Postal Portals is a new series of letters between myself and friends, intended to serve as a long-form medium to deep-dive into a snapshot of each other’s thoughts and emotions in an asynchronous manner. Often, when we catch up with close friends we haven’t seen in a while, there’s a lot of tangible ground to cover (physical events that happened, the progression of life, etc.) which doesn’t touch as much on the emotional and mental states we occupied and shifted from. These postal portals provide a gateway for the world to an excavation site of those internal states. This was inspired by The W Letters that my friend Jamie curates, so if this sort of thing interests you, go check that out too! See the full list here.
This was written in response to Getting the full context, and the 8th letter in the correspondence between Avery and I.
Friday September 10, 9:21am
Homer, AK
Dear Avery,
I’m currently in a lodge in south-central Alaska, a place of breathtaking beauty and airy serenity. Fall has started its symphony of colors here, and I marvel at the brilliant oranges, reds, and yellows that have begun to mingle with the greens and purples and blues of the summer forest and flowers. I’ve been in and out of service for the past two weeks and mostly disconnected from the outside world—my main company being my family and the chatter of the wilderness. It’s been a fruitful trip, composed of my first sighting of the Northern Lights, playful whales abreast our ship, and trudging and rowing among hundreds of years of Nature’s finest works.
a photo of the Northern Lights with the Big Dipper from my iPhone
It’s been a while since I last wrote to you. The past few months I’ve felt like I wanted to do it all: writing this letter project and my 100 essays and fictional works, continuing to take and edit photos, tinkering with side projects around digital memories, and experiencing the beauty of the world, along with my full-time job at Coda and my new team. I feel tired just thinking about that sentence 😅 and it reflects how I’ve felt lately about everything I want to do, my mind pulled in so many different directions until it’s worn.
When you visited me in San Francisco, I remember musing over the phenomenon of how some people feel the need to fill time while others don’t have enough time to fill. I’m reminded of the piece I wrote about uneven time, inspired by the Fish of Lijiang which I read at your recommendation. I want time to crawl for me, to savor each moment as if it’s my last while having all the time in the world to execute on my ideas and my passions. Sometimes, as lately, when I get overwhelmed by the different paths in front of me, I cope with shutting it all down: running from the decision to prioritize some over others—saying a firm NO to things I love in order to say a resounding YES to the one that feels most compelling. My coping mechanism is to languish, a liminal space of indecision where I can binge consumption yet remain unfulfilled because of my need to create.

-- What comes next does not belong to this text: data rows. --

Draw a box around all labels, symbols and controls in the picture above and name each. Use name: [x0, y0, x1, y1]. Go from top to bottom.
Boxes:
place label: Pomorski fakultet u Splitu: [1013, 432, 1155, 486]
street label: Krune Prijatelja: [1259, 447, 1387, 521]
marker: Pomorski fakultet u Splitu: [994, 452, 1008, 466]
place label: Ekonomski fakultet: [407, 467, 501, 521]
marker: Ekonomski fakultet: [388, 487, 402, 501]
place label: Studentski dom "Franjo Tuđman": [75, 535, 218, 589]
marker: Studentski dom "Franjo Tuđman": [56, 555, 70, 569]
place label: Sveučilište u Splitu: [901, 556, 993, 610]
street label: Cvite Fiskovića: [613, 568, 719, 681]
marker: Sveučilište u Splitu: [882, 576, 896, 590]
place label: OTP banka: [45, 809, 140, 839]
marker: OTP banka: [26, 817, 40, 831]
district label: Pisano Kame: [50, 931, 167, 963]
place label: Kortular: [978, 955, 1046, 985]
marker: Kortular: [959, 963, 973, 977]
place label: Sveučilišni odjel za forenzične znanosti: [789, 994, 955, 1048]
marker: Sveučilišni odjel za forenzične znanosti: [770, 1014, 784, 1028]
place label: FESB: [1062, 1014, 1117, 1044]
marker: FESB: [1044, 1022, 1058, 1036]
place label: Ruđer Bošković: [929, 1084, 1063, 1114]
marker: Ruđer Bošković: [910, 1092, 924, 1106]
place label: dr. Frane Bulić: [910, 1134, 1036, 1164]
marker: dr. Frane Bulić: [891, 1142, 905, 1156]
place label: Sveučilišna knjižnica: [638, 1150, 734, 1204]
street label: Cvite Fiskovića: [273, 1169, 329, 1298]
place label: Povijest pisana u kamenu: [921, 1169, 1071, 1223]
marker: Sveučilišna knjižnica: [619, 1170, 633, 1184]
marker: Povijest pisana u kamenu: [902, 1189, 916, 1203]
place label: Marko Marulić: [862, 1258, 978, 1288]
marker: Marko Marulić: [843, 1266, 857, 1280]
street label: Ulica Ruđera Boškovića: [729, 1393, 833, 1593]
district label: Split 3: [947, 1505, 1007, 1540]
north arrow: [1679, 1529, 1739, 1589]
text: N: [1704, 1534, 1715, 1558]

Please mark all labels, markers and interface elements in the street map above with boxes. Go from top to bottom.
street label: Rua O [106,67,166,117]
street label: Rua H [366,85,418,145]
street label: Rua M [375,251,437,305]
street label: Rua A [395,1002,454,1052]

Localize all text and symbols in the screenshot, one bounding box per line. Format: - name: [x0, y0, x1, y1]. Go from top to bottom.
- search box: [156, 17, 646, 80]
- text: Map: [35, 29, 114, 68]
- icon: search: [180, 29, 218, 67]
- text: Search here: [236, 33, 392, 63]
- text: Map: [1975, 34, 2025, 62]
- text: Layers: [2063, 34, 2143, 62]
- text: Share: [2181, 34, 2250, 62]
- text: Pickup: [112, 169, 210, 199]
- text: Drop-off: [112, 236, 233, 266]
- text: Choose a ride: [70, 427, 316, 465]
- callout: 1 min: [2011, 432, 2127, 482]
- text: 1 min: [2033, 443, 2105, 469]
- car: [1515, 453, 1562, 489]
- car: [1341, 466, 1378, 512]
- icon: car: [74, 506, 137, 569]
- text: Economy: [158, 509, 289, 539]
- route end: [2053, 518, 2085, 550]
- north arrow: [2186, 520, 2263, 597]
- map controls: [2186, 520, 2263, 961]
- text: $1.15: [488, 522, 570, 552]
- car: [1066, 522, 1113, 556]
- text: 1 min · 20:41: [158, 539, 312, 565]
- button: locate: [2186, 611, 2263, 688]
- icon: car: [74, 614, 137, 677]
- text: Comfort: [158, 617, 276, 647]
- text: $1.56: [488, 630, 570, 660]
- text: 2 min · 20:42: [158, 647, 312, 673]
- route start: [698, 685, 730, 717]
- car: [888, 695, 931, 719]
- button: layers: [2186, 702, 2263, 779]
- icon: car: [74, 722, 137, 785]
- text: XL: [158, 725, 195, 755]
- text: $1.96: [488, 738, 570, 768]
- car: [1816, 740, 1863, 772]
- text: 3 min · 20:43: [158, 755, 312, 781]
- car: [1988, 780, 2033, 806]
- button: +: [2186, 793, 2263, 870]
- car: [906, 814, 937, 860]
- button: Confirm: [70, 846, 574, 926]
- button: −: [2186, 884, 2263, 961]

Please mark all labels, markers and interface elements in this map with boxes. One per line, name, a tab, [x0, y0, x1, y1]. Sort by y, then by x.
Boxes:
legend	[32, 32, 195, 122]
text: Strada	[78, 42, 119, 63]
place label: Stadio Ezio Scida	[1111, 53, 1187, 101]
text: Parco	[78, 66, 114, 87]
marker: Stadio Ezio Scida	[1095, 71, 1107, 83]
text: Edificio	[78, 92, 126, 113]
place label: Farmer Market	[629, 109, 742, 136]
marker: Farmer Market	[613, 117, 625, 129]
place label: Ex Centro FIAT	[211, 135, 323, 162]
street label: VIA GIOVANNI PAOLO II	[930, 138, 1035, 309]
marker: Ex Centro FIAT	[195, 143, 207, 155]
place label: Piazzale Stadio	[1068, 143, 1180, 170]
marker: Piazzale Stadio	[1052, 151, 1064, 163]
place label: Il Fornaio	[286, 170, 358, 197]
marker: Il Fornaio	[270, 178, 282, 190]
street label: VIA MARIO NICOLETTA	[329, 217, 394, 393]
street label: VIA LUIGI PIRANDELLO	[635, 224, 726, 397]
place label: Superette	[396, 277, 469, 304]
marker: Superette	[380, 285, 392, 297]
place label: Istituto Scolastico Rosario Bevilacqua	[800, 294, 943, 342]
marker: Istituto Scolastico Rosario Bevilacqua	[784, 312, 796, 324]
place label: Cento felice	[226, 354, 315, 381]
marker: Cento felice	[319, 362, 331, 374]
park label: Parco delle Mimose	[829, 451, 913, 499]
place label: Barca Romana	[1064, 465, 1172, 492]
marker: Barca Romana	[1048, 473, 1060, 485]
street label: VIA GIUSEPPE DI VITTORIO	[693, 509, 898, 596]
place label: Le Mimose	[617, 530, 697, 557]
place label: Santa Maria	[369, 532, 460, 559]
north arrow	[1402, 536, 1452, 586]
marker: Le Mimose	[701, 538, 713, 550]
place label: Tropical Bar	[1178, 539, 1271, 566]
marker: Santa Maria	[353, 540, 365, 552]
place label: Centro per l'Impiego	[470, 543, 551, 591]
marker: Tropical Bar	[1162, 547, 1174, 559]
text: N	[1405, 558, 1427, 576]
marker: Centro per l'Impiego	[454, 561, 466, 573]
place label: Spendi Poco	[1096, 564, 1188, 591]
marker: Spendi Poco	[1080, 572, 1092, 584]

A question that’s burrowed its way into my mind and remain stuck there is a simple but meaningful one: “what do you want to do?” If you disregard all the caveats and the obligations of my societal circumstances, how would you answer that question? I’ve had trouble answering this question in a satisfactory way—the reason being too many things come to mind, and it feels terrifying to have to compromise on any of them. I want to be able to chase them all without that compromise, but I know I’ll have to be intentional about which I focus on in any given moment. In the long-term, I may not have to compromise, but it’s clear I’ll need to do so in the immediate term.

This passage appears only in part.